Last month, a new AI bot called Pluribus, developed jointly by Facebook and Carnegie Mellon University, beat top human poker players at their own game for the first time ever. Carmel Kent and Rose Luckin, Research Mentor and Director, respectively, of UCL EDUCATE, ask: ‘have humans finally been defeated by AI?’
We have seen AI bots defeat humans in the past, in games of chess, Go and even in poker. But Pluribus’ victory in a six-player, no-limit Texas Hold’em game signals a whole new development: not only was it the first victory in such a complex multi-player game, requiring the use of hidden information and bluffing, but it also required very little computing power.
Most AI gaming advancement until now were in two-player games – i.e. zero-sum games, where one wins and the other loses – but real life is much more complicated than that.
Unlike the strategies used by the developers of Deep Blue and Alpha Go, an AI poker bot cannot rely on heavy calculations to provide a complete set of information on each point. It would need to use many strategies, such as bluff and uncovering others’ bluffs to navigate and win the game.
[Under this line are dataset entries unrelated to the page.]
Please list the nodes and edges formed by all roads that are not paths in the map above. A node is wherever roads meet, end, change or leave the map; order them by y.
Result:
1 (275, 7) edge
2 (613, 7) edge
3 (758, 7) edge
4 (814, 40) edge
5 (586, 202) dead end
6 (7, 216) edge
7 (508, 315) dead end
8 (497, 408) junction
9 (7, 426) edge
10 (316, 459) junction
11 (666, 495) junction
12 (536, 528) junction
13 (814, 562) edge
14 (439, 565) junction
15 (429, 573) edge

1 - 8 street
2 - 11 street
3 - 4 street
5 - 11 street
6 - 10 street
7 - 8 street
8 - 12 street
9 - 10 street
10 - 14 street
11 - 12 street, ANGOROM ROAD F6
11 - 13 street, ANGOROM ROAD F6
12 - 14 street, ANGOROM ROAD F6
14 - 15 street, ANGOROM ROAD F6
What the makers of Pluribus have done more efficiently and cheaply than some of its predecessors is to evaluate its options only a few moves ahead at a time, rather than search its moves exhaustively to the end of the game. This has made it more adaptable, more efficient and better applied to real-life situations than, for example, Alpha Go or Deep Blue.
Darren Elias, four-time poker world champion, speculated: “The first time the AI wins is the last time the human will ever win”, adding, “I’ve done nothing but play poker since I was 16 years old and dedicated my life to it, so it’s very humbling to be beaten by a machine.”
Are human gamers to be the first to be professionally replaced by AI – and if so, what does this mean for the rest of us?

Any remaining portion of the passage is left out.